The US Supreme Court [official website] ruled [opinion, PDF] Monday that a wiretap order authorized by a Kansas judge in an investigation of a drug ring was not insufficient on its face, thereby denying the petitioners’ request for suppression of the evidence.

Los and Roosevelt Dahda had asked the court to suppress evidence obtained through wiretap orders due to the orders explicitly allowing interception of communication outside the jurisdiction of the judge who authorized the orders. However, the government did not use any information that was obtained from outside the jurisdiction at trial.

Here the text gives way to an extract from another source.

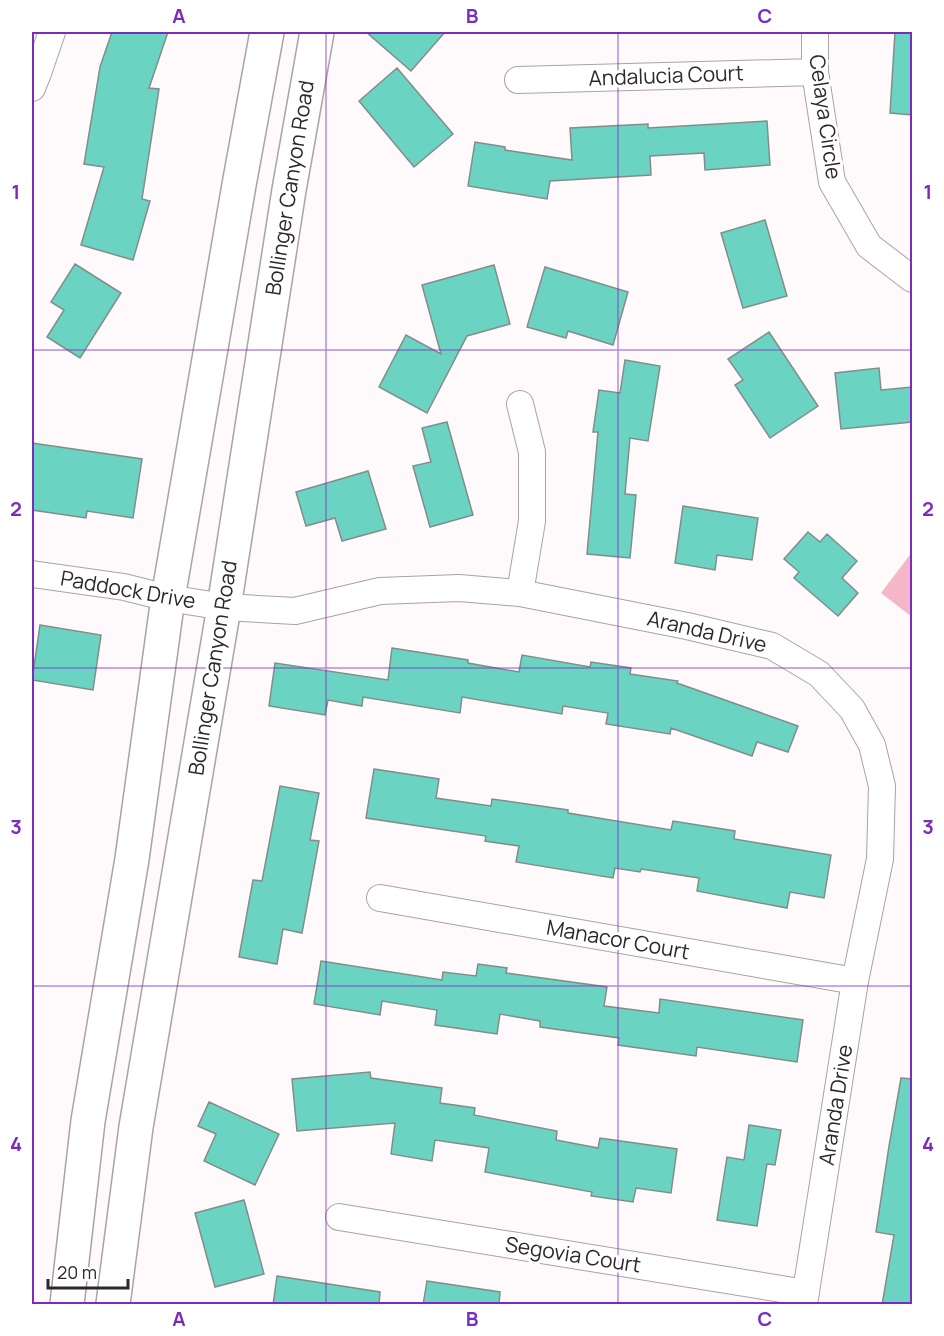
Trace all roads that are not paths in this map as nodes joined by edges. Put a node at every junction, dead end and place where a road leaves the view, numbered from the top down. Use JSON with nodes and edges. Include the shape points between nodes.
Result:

The petitioners cited the Omnibus Crime Control and Safe Streets Act of 1968 with the relevant section codified in 18 USC §2518(10)(a) [text] that gives grounds for suppression of evidence from wiretaps with §2518(10)(a)(ii) being ” the order of … approval under which it was intercepted is insufficient on its face.” The Dahdas argued that the extension of the order outside the judge’s jurisdiction made the order insufficient on its face and all evidence obtained from the orders should be suppressed not just evidence obtained from outside the jurisdiction.

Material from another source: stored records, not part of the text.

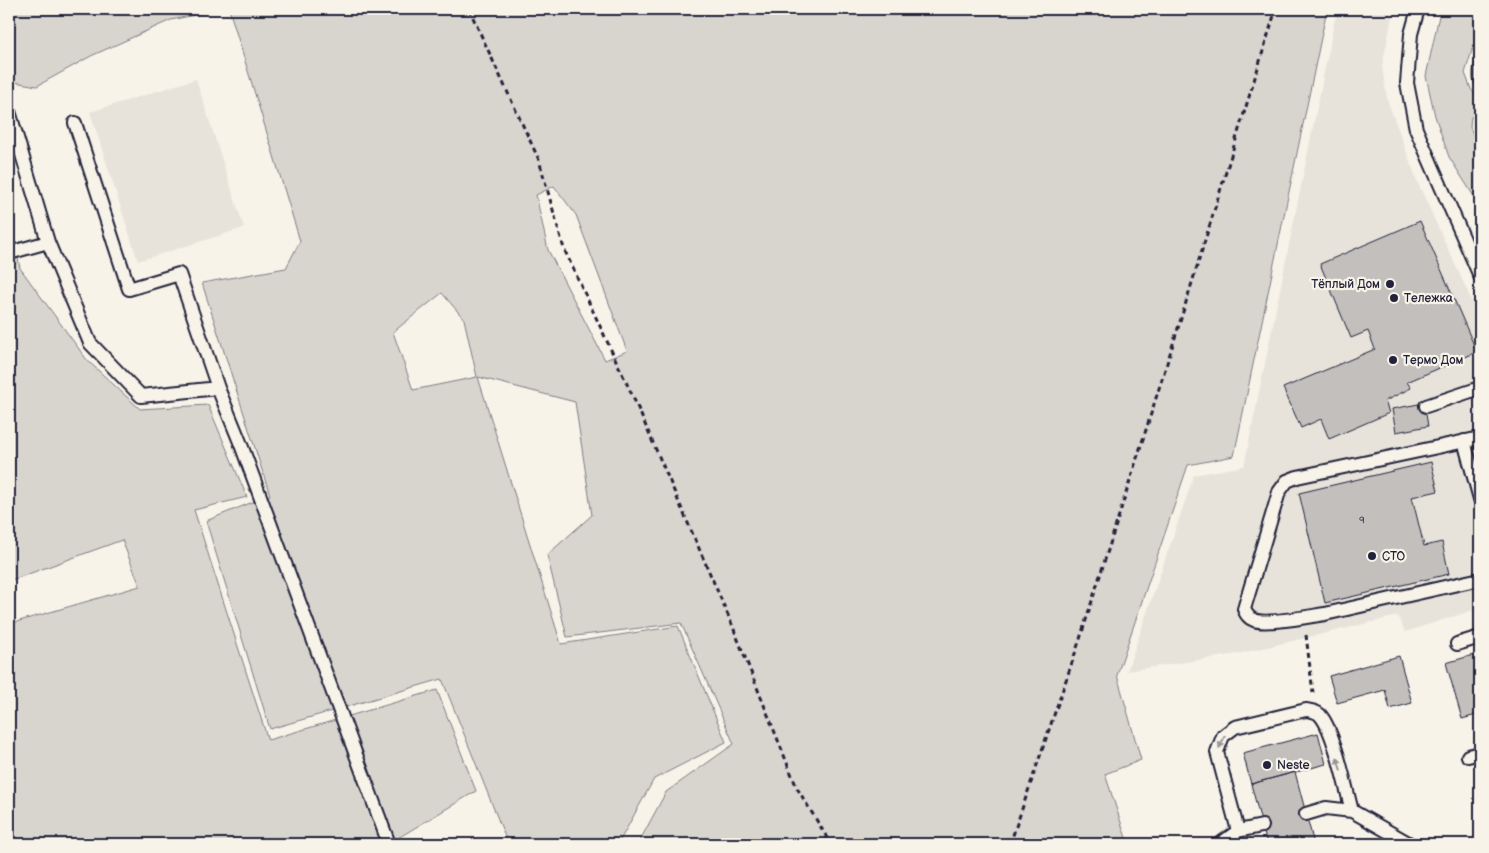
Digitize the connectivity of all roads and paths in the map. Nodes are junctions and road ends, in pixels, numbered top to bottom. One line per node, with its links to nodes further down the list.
1 (469, 9): 26 (path)
2 (1276, 9): 27 (path)
3 (1418, 9): 8 (lane)
4 (9, 110): 6 (lane)
5 (74, 123): 10 (lane)
6 (48, 242): 7 (lane); 10 (lane)
7 (9, 252)
8 (1477, 262): 9 (lane)
9 (1480, 276)
10 (218, 388): 25 (lane)
11 (1480, 388): 12 (lane)
12 (1426, 406)
13 (1480, 438): 14 (lane)
14 (1464, 441): 15 (lane); 17 (lane)
15 (1480, 499)
16 (1480, 579): 17 (lane)
17 (1304, 617): 20 (path)
18 (1480, 637): 19 (lane)
19 (1457, 644)
20 (1315, 711): 21 (lane, one-way to 20); 24 (lane, one-way to 24)
21 (1352, 811): 22 (lane); 29 (lane)
22 (1306, 814)
23 (1262, 826): 24 (lane)
24 (1238, 831): 28 (lane)
25 (389, 844)
26 (832, 844)
27 (1010, 844)
28 (1220, 844)
29 (1410, 844)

The Supreme Court engaged in statutory interpretation of the phrase “insufficient on its face” in relation to the statutory scheme as a whole. Eight justices (Neil Gorsuch did not take part) concluded in the opinion written by Justice Stephen Breyer that the phrase related to the statutory requirements of the wiretap order. The courts recognized some of these requirements such as specifying “the identity of the person, if known, whose communications are to be intercepted, a particular description of the type of communication sought to be intercepted, and a statement of the particular offense to which it relates.”

Although the court did recognize the provision for extending the order outside the jurisdiction of the judge as a defect, the court stated that without the provision, the order was sufficient on its face and information gathered from that provision was not even used. The court denied the request for suppression of the evidence as the orders were not insufficient as to the statutory requirements.